Interview with Jay Michaelson of Wasabi Systems

The main commercial company behind NetBSD is Wasabi Systems. The company has contributed advances and big chunks of code to the open source project, while they do offer a boxed release of NetBSD. However, their main business for the company is the embedded market and NetBSD is marketed as an embedded OS. Today, we talk to the Vice President of Wasabi Systems, Jay Michaelson.1. NetBSD is the OS of choice at Wasabi Systems. How is the embedded version of NetBSD stacks up in performance when compared to VXWorks, Embedded Linux, QNX, WindowsCE and others?

Jay Michaelson: Wasabi Certified NetBSD is far more adaptable, powerful, and affordable than VxWorks. It is easy to port to new hardware, has a much more powerful networking stack (we know of VxWorks users who have ripped out their TCP stack and plugged in NetBSD’s.), and is free from Wind
River’s cumbersome fees. Moreover, with Wasabi certification and testing, Wasabi NetBSD is guaranteed just like other commercial operating systems.

Regarding Linux, the two main differentiators are portability and licensing. NetBSD, due to its modular portability layer, can be ported much faster than Linux; three weeks compared with three months in some cases. In addition, NetBSD is free of the GPL, which scares many
companies because it requires that all changes to the kernel be made open source. With NetBSD, there are no such requirements.

WinCE offers good application support, but the footprint is large and the reliability not up to par. QNX is a good OS but has lacked the penetration and support to really make a mark. OEMs want operating systems that their engineers can use, and providing a POSIX API and
Unix environment make that possible.

2. NetBSD is a full blown Unix. Does it actually scale down as well as it scales up? What are the minimum specs that NetBSD can run and operate on?

Jay Michaelson: We can get a usable kernel in under 1 Meg. As is well known, NetBSD can run on just about anything — there are still some consultants making a living off of VAX support. We’ve yet to see a commercial application where NetBSD has not been able to scale down adequately.

3. Up to now, where are your partners/clients are mostly lean to: Keeping their version of NetBSD closed or opening their modified sources? How do you see the embedded market/community reacting on open source?

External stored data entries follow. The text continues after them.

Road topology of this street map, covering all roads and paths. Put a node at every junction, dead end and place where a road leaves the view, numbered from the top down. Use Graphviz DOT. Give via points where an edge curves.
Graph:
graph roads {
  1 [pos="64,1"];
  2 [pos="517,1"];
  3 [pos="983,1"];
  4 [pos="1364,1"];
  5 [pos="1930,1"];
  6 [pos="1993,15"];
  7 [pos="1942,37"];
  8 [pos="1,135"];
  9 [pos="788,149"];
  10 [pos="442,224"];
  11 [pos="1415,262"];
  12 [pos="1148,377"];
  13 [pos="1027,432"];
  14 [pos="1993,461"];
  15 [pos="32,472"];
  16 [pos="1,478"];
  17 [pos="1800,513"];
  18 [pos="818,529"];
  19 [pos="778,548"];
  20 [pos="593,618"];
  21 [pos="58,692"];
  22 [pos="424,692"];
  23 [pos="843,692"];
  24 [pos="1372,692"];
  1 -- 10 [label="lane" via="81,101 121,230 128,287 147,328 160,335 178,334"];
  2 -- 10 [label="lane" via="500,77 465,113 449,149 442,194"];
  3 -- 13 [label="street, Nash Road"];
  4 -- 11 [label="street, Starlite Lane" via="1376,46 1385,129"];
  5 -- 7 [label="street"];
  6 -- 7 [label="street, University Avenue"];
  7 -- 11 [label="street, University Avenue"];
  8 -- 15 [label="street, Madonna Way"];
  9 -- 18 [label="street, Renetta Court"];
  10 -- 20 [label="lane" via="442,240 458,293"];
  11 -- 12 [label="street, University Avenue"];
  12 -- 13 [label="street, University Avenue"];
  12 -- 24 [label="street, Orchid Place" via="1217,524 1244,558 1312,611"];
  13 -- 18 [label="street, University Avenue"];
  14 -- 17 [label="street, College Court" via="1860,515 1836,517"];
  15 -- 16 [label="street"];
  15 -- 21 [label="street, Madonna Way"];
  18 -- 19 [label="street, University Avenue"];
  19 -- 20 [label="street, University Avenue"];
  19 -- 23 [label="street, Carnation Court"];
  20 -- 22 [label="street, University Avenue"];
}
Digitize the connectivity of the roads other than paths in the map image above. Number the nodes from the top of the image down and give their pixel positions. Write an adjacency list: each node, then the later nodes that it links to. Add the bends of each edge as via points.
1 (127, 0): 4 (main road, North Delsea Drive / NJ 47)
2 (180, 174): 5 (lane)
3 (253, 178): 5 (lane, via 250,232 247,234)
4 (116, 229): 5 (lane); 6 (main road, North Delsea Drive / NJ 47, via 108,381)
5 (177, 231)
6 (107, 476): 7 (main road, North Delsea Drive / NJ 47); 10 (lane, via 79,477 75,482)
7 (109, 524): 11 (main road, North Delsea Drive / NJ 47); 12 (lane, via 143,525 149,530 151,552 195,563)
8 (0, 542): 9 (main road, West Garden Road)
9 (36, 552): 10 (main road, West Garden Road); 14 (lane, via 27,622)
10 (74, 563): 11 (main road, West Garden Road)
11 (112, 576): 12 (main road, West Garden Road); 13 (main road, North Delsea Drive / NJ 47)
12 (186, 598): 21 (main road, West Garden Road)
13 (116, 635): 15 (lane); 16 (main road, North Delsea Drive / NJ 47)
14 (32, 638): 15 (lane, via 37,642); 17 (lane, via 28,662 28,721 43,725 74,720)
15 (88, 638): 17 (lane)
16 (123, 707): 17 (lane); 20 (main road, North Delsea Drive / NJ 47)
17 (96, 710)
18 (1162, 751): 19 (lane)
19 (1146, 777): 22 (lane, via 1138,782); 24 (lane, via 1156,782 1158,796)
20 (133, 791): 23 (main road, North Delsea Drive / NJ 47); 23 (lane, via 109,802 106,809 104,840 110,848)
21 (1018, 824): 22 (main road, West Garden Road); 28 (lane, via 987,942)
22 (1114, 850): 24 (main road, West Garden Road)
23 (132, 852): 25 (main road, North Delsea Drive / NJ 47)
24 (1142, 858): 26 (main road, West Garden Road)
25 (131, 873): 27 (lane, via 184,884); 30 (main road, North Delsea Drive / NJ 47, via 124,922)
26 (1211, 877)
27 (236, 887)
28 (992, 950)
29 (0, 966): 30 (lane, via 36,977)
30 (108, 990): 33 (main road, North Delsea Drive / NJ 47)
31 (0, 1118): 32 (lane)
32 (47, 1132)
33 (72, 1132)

Jay Michaelson: Customers have varied. One recent deal required that the code be kept secret for six months and then released — this is, in a way, the best of both worlds, because it will eventually be supported by the open source community, but in the meantime the customer gets the competitive advantage. Other customers want immediate release; they want to be integrated into the NetBSD source tree right away. And still others commit the basic port but keep some of the bells and whistles private. Wasabi itself has created suites of products and add-ons to NetBSD that are our intellectual property, and which we license to customers.

I think there is real, and justified, concern about the GPL. We’re now
past the initial phase, when FUD from various sources confused the
issue. People now understand that you’re not risking your company security by running Linux on your servers. But at the same time, most of our customers are quite aware that the GPL requires hundreds of thousands of dollars’ worth of IP to be shared, and they don’t like it. It’s a real concern in embedded.

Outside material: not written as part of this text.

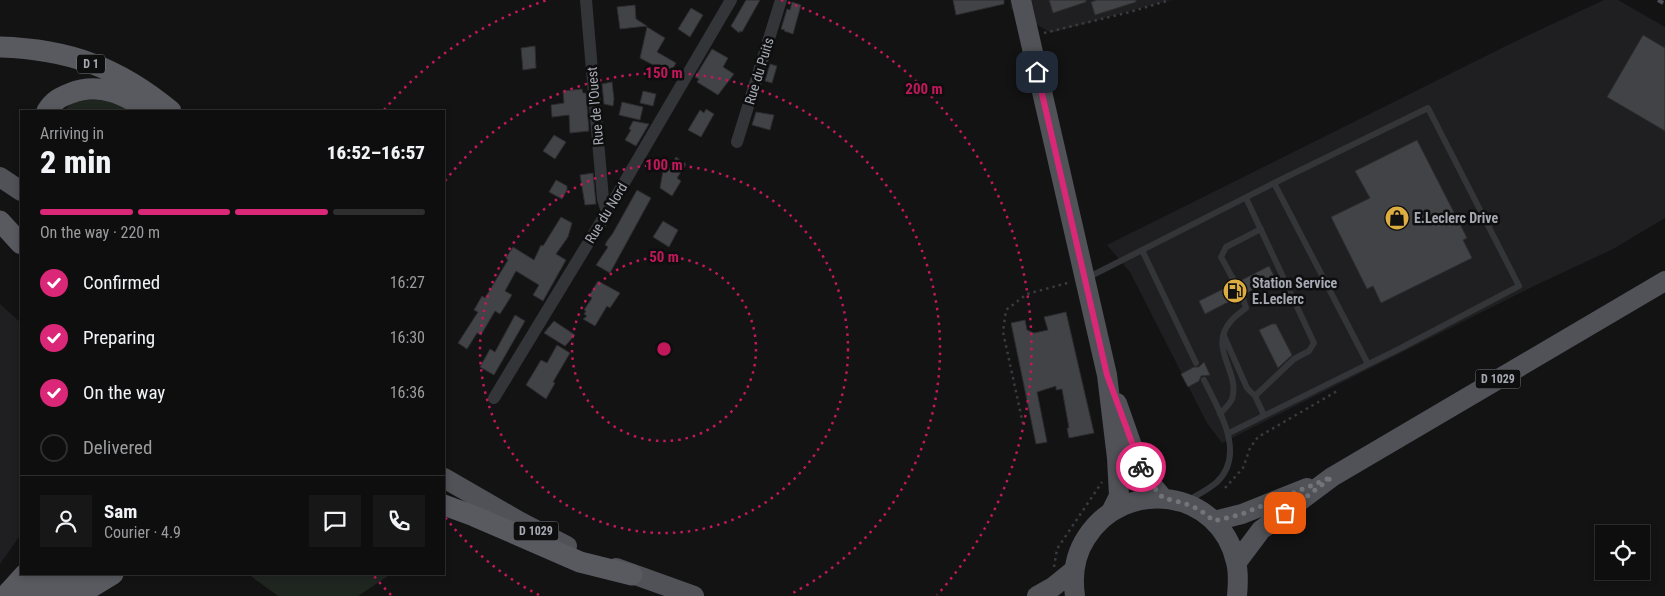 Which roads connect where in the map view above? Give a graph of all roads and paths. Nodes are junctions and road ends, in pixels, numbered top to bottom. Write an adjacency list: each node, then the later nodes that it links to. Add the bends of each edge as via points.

4. What is your opinion on embedded Linux? Can it become as popular and successful as it is today in server space?

Jay Michaelson: The license gets in the way. You’re not changing the kernel in the server space, and Linux runs well, and of course it is widely supported. So the GPL is not an issue. In embedded, the GPL is always an issue. There are so many uncertainties, and such high costs, that the GPL really has hamstrung Linux’s advance in embedded. Add to that the portability gap between Linux on the one hand and NetBSD on the other. If you can get Unix functionality in three weeks instead of three months, which OS would you choose?

5. A year ago, we read that Wasabi Systems were going to bring a “desktop NetBSD“. The news were reported by a number of news agencies. Now, I can’t hear anything about this project except a simple CD release of NetBSD 1.6. Is the project canceled? Changed? Misundertood? If yes, why?

Jay Michaelson: I’m not sure where that news was reported. Our focus has been on embedded since we were founded in May, 2000. We support desktop users and the\ NetBSD Project by release engineering and creating CD-ROM distributions. But it has never been a focus for Wasabi.

I would point out that since Mac OS-X is basically Darwin BSD, BSD in general is already a leading desktop operating system…

6. What if your clients would like to use Java as their language of choice on top of NetBSD? Do you offer Java on top of your NetBSD-based solution?

Jay Michaelson: Stay tuned.

7. What new CPUs are you working on adding NetBSD support?

Jay Michaelson: We’re going to be announcing an important new port later this quarter, so I can’t tell you about that yet. As you know, we work very closely with our partners at Intel, AMD, MIPS, and others to support their next-generation hardware, and we are going to continue to do that. We also ported NetBSD to the Xilinx Virtex-II Pro, and the SuperH SH-5 last fall. With our increasing focus on storage networking devices, I think you’ll see a growing emphasis on the hardware architectures of interest to that market.